Most property investors know the standard expenses they can claim as tax deductions each year. The most common tax deductions include:
Interest on your investment loan;
Property management fees;
Repairs and property maintenance;
An often overlooked deduction is depreciation. Often referred to as capital allowance or tax depreciation, this is a deduction for the ageing and wearing out of your building and assets over time.
Depreciation is typically one of the largest tax deductions claimed by property investors.
Annual deductions are thousands of dollars every year.
If you are not using a Depreciation Schedule to claim the maximum tax deductions you are allowed, you are likely to be missing out on thousands of dollars in additional cash flow every year.
We’ll show you how it works below…
The impact of depreciation claims on property cash flow
Understanding the impact of depreciation on cash flow is important for investors.
In the following example, where no depreciation is claimed, the cash-flow position of the property is negative $159.75 per month, or $1,917.00 per annum. This means the investor has to find $159.75 per month to make up the shortfall between the income generated by the investment property and the expenses incurred.

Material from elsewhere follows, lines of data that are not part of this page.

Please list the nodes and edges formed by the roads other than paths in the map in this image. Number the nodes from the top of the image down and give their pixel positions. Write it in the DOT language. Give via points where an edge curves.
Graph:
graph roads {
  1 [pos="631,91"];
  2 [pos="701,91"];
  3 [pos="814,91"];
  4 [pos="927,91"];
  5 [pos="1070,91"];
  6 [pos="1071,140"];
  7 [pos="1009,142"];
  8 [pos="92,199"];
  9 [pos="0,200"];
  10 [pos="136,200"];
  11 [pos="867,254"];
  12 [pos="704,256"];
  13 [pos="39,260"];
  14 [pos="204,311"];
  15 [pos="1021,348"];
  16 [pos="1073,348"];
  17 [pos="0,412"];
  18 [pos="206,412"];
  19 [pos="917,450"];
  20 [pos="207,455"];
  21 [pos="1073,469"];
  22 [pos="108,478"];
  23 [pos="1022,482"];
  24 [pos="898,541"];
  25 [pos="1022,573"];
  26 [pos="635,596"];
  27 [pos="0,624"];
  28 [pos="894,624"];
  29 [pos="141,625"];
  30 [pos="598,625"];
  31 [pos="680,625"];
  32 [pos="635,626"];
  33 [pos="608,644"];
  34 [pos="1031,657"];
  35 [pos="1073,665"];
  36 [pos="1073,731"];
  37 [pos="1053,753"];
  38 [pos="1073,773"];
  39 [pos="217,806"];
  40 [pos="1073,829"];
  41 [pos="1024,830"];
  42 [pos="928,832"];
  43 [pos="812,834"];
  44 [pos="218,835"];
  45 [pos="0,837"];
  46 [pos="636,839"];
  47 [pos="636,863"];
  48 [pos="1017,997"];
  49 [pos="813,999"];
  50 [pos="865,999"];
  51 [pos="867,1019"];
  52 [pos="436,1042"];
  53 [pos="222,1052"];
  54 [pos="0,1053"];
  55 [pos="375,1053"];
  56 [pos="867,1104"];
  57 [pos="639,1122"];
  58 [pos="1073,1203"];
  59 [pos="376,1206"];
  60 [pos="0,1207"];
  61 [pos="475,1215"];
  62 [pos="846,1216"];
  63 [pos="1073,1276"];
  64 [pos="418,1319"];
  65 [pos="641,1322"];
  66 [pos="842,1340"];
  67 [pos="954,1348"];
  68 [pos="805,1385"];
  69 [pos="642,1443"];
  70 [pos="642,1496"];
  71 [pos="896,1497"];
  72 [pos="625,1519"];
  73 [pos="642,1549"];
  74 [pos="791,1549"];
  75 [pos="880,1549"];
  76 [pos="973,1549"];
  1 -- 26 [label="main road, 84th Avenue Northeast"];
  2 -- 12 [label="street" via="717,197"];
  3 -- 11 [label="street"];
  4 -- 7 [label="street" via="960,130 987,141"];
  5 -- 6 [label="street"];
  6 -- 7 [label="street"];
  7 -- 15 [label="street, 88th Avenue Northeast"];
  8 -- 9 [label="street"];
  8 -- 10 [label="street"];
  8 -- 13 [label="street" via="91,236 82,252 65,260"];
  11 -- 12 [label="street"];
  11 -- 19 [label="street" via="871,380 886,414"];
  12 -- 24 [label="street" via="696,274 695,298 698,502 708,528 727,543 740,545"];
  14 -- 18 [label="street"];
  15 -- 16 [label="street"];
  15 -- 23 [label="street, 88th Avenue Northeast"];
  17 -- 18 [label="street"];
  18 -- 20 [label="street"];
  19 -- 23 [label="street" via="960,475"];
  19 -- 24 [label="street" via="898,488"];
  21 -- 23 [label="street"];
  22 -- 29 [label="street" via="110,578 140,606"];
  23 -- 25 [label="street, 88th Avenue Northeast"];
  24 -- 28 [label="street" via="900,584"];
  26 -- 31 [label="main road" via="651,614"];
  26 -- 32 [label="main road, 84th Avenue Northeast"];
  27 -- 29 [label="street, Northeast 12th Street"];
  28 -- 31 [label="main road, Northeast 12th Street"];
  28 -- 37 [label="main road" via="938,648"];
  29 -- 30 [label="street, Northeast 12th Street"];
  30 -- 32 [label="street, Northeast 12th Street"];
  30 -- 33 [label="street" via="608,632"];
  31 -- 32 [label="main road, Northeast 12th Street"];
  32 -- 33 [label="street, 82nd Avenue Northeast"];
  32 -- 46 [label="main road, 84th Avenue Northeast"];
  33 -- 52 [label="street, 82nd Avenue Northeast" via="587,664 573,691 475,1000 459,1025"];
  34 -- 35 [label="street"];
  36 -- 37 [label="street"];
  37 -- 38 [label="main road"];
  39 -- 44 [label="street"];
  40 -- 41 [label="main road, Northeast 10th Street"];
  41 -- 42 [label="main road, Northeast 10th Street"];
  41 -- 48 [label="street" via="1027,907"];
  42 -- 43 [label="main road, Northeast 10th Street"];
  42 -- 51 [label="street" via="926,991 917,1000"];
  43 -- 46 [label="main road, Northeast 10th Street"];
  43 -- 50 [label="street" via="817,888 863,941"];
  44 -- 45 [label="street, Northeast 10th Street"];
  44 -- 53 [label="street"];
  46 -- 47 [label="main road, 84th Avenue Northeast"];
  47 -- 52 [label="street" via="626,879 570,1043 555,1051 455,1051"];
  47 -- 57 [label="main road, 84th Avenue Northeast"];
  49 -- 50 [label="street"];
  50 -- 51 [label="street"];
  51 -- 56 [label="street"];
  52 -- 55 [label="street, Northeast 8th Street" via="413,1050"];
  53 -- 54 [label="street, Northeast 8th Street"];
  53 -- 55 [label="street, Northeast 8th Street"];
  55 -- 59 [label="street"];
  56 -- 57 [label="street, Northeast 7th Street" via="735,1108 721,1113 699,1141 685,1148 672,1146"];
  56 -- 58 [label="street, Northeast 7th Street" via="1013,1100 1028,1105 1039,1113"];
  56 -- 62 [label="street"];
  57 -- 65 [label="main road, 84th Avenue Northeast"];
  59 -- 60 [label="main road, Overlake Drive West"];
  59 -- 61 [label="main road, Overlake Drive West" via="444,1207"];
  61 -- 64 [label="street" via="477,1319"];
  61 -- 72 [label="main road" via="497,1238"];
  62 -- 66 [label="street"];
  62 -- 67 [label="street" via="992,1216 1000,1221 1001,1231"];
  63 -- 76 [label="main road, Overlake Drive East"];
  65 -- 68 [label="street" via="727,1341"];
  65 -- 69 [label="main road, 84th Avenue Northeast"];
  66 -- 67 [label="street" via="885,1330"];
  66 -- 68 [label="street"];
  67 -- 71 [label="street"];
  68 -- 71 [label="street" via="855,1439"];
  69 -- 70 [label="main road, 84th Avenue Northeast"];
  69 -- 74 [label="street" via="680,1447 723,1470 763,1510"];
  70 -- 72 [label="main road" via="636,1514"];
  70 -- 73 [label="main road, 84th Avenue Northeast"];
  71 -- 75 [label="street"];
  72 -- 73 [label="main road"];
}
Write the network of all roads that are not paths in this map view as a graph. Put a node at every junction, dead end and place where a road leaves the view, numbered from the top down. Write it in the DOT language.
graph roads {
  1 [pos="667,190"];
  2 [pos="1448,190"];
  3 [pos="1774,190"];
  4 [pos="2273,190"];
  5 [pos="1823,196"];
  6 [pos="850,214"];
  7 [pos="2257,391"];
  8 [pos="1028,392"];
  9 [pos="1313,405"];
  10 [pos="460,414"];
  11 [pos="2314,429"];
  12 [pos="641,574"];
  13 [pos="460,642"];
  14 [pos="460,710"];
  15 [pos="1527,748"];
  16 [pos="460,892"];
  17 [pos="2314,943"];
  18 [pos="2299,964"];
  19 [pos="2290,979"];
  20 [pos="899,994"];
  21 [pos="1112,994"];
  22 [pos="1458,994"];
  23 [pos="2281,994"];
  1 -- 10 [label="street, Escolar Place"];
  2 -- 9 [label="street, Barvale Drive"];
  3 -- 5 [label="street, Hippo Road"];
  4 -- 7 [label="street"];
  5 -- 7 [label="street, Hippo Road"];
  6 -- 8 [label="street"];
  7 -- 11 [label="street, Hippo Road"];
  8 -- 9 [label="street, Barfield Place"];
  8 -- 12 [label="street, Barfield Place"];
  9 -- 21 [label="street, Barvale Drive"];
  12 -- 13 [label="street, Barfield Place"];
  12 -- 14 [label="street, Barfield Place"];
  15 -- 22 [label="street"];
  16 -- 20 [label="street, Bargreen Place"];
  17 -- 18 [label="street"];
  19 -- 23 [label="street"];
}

By claiming depreciation, the post-tax cash flow of the property becomes positive $192.66 per month, or $2,311.90 per annum. Remember, this is post-tax, meaning the investor is better off $352.40 net, every month.
Effect of claiming depreciation on the cash-flow position of an investment property:
Claim depreciation in your tax return this year for a cash flow boost
Most often, investors simply claim depreciation as a tax deduction at the end of the financial year, along with all of their other deductions.
Because depreciation is a calculated value (you won’t have invoices or receipts), you will need a quantity surveyor to prepare a depreciation schedule for you.
The great news is, this is a one-off expense (it reports your deductions every year for up to 40 years), and is 100% tax deductible.
You could be eligible for a bumper claim!
If you have owned your investment property for a few years and have not claimed any depreciation in previous years, you can potentially back-claim for those years and get a bumper return this year!